Appendix: Decomposing the increase in birth complications

Appendix: Decomposing the increase in birth complications

To explore whether the increase in birth complications is due to unobserved stress or due to selection, we perform a simple regression-based decomposition analysis based on individual-level data [4, 20]. The goal of this exercise is to determine the impact of selective fertility responses on the likelihood of some birth complication. For the decomposition analysis we simply compare mothers who gave birth in December 1996 with mothers who gave birth in December 1995. Table 8 shows the results (note that the two columns differ only in the weighting scheme used for the decomposition).

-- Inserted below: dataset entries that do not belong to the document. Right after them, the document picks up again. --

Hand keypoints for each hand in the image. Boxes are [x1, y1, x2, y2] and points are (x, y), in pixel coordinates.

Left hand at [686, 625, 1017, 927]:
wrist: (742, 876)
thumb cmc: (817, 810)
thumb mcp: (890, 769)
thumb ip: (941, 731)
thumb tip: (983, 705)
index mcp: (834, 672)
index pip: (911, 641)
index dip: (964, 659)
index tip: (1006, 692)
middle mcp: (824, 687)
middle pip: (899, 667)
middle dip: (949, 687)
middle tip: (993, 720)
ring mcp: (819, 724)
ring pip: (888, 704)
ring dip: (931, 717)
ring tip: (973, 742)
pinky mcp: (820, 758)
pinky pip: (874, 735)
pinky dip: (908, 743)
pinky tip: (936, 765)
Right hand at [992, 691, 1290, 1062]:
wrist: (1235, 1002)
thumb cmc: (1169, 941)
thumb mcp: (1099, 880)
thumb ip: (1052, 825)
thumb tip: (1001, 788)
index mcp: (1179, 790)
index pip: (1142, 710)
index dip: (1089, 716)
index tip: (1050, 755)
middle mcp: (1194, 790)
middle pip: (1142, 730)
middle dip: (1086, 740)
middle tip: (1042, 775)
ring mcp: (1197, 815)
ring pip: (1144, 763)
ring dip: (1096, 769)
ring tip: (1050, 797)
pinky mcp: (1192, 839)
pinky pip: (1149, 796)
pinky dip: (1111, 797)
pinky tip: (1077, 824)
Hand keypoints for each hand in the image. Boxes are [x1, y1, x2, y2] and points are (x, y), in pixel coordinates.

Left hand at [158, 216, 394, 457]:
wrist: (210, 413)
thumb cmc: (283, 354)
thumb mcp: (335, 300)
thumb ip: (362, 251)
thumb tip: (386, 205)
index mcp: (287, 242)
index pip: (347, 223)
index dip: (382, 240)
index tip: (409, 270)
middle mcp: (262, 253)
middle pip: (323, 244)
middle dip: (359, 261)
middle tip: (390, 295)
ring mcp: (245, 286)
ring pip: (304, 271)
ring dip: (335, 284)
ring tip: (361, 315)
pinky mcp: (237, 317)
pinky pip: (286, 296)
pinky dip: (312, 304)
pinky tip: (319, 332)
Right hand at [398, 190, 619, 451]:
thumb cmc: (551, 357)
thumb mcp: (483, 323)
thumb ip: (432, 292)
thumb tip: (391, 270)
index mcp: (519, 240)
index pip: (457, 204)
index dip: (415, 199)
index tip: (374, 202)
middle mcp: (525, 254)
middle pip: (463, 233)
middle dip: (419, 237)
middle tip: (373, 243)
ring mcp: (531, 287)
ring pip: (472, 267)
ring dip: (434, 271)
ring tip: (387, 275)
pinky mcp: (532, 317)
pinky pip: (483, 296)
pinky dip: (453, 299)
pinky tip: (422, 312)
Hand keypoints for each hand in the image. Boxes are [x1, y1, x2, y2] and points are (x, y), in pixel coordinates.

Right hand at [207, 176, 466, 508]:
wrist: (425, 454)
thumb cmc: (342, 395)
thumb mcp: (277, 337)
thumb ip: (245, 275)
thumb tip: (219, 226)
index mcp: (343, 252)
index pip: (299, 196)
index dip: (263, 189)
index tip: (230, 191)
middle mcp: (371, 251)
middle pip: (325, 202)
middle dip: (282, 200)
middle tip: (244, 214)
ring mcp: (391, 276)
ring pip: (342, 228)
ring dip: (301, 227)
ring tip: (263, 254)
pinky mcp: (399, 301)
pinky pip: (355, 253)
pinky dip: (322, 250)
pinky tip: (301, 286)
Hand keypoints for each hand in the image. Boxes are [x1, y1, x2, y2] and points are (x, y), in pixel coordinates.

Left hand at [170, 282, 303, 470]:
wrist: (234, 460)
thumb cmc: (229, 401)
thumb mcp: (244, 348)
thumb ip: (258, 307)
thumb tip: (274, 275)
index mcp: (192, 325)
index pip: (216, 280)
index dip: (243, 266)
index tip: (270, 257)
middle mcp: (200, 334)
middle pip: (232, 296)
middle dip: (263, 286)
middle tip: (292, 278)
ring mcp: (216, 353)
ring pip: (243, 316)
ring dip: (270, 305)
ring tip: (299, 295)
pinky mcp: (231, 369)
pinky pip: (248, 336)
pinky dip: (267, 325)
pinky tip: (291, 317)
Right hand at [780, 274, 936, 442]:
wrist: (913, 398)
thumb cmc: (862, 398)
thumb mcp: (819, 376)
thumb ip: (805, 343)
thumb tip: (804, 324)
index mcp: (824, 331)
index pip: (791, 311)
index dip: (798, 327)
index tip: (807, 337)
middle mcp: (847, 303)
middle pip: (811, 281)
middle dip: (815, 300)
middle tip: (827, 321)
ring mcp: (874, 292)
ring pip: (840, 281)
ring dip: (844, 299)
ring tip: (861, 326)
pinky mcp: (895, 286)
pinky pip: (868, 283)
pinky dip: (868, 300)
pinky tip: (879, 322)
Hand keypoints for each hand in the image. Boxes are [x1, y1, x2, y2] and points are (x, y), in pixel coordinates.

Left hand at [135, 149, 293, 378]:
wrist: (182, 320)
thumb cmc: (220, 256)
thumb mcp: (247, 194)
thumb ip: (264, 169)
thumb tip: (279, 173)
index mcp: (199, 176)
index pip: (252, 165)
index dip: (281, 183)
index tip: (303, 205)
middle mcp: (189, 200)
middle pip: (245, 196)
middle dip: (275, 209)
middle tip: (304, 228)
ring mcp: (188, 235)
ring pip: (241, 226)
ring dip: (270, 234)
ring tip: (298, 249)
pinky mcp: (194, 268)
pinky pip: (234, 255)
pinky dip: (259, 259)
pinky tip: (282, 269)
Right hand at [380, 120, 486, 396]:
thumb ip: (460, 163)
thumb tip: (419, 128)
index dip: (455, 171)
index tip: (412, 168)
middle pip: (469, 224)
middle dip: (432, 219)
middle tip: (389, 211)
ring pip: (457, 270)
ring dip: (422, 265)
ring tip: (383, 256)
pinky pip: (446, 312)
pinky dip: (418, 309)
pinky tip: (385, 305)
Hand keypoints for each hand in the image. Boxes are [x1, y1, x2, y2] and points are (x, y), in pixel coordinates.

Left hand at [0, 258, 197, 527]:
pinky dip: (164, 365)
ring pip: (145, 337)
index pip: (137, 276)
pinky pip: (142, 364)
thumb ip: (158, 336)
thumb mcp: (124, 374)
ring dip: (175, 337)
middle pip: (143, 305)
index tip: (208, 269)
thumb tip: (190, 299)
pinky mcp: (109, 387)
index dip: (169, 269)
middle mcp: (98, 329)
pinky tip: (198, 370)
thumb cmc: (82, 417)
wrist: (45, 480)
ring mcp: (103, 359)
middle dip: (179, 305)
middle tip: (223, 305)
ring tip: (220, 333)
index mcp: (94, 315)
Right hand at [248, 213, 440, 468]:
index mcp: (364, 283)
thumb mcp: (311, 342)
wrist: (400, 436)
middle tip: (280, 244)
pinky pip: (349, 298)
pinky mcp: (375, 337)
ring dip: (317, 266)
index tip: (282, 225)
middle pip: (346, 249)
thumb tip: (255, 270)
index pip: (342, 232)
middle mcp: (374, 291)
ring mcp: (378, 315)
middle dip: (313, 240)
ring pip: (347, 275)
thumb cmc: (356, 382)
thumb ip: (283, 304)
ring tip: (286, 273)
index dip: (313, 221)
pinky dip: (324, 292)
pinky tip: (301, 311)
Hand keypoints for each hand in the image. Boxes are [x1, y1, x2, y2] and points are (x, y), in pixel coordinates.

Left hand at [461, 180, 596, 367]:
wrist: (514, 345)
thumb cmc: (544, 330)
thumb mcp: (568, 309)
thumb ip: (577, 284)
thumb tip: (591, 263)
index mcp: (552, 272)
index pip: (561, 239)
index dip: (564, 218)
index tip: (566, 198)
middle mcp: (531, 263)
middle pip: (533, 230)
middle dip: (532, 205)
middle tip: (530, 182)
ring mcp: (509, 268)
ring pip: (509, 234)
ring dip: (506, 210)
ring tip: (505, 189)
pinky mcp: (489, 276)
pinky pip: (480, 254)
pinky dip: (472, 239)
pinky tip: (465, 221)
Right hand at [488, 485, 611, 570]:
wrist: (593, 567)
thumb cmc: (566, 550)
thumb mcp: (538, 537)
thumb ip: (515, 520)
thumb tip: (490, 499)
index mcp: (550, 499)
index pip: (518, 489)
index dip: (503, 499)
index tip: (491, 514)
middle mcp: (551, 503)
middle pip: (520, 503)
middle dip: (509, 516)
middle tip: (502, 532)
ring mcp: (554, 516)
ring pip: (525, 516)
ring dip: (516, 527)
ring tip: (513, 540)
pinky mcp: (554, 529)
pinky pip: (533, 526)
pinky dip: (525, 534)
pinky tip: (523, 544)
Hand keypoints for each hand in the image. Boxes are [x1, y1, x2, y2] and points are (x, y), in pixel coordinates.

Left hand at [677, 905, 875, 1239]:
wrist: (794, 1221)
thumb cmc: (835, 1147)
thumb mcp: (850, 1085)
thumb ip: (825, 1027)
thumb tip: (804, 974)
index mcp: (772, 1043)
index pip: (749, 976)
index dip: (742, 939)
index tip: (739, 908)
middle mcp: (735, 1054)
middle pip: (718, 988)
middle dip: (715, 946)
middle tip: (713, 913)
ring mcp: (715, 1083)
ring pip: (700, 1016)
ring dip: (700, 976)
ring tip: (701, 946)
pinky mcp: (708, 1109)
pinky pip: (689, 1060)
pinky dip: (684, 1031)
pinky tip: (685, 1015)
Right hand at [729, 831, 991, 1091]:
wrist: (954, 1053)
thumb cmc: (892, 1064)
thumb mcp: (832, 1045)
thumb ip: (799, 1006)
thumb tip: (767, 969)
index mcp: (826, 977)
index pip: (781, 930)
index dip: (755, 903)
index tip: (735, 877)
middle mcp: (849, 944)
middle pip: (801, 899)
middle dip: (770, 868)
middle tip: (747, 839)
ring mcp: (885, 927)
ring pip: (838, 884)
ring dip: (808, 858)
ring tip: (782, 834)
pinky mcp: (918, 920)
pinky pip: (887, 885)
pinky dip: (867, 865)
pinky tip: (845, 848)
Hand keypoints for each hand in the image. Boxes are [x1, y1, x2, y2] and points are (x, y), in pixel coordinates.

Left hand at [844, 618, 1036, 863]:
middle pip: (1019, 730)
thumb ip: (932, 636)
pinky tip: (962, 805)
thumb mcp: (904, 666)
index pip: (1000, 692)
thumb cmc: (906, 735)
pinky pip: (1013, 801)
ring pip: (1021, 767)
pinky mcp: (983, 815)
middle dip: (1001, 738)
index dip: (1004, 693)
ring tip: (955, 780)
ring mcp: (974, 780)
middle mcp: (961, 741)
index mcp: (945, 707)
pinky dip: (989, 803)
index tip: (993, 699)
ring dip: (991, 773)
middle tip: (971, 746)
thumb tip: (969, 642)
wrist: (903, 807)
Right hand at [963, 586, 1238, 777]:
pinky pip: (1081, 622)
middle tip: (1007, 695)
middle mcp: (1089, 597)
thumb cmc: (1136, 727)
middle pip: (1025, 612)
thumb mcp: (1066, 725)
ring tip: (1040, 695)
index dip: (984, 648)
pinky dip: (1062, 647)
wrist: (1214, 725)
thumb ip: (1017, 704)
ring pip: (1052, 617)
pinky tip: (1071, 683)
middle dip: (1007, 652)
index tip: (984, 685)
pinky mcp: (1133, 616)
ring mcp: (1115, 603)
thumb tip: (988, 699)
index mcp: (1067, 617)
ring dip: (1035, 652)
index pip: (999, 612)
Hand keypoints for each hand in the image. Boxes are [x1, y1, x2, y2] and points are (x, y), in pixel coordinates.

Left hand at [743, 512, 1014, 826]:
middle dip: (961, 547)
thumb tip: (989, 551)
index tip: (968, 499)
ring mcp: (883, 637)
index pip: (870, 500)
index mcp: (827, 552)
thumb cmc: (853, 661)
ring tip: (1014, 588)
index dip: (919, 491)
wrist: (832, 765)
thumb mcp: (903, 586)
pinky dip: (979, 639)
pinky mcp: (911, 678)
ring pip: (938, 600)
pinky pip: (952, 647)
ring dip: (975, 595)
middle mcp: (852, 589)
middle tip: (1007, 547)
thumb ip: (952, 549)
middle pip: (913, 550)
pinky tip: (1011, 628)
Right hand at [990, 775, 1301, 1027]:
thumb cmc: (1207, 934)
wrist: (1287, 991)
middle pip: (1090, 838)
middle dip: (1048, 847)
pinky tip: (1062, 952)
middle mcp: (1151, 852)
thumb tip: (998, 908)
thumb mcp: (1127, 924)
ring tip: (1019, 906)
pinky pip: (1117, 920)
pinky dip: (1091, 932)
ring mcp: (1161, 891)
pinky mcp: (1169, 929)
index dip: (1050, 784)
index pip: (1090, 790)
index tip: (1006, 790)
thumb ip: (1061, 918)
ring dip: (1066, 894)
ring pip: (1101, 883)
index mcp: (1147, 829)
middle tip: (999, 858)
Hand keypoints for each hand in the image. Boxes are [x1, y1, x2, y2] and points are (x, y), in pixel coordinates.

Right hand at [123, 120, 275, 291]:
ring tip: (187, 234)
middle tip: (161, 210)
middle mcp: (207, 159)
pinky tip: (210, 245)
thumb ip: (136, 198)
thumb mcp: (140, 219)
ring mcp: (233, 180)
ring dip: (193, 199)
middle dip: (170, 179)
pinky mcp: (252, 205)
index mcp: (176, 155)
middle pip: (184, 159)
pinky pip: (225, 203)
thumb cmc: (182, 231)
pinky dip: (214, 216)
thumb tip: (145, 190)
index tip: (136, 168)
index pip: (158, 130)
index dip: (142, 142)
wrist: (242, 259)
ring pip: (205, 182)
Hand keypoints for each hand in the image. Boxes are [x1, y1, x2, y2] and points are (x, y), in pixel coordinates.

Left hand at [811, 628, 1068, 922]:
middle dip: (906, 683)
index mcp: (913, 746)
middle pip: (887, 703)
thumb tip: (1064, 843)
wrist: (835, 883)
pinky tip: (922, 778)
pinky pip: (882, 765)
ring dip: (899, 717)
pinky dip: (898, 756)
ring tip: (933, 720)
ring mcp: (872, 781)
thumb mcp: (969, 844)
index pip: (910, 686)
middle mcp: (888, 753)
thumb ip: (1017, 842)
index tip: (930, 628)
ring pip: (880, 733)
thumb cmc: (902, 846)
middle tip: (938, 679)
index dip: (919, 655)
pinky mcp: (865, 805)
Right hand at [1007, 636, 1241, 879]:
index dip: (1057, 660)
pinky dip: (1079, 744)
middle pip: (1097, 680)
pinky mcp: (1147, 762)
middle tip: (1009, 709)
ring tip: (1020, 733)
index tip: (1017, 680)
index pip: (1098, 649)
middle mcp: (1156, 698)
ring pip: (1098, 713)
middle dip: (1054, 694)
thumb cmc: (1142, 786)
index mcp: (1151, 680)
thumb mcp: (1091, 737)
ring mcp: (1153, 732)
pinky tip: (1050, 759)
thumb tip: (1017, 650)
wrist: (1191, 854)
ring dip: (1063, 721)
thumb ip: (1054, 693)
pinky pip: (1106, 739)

Table 8 Oaxaca-blinder decomposition

In line with the corresponding results from Table 8, the upper part of Table 8 documents a difference in the likelihood of experiencing some birth complication of about one percentage point (in Table 8, however, the difference is not statistically significant). The lower part of the table shows the decomposition results, revealing that about 12–14 % of the observed difference in the probability of some birth complication is explained by differences in observed maternal characteristics between the two groups of mothers. Consequently, 86–88 % of the difference remains unexplained.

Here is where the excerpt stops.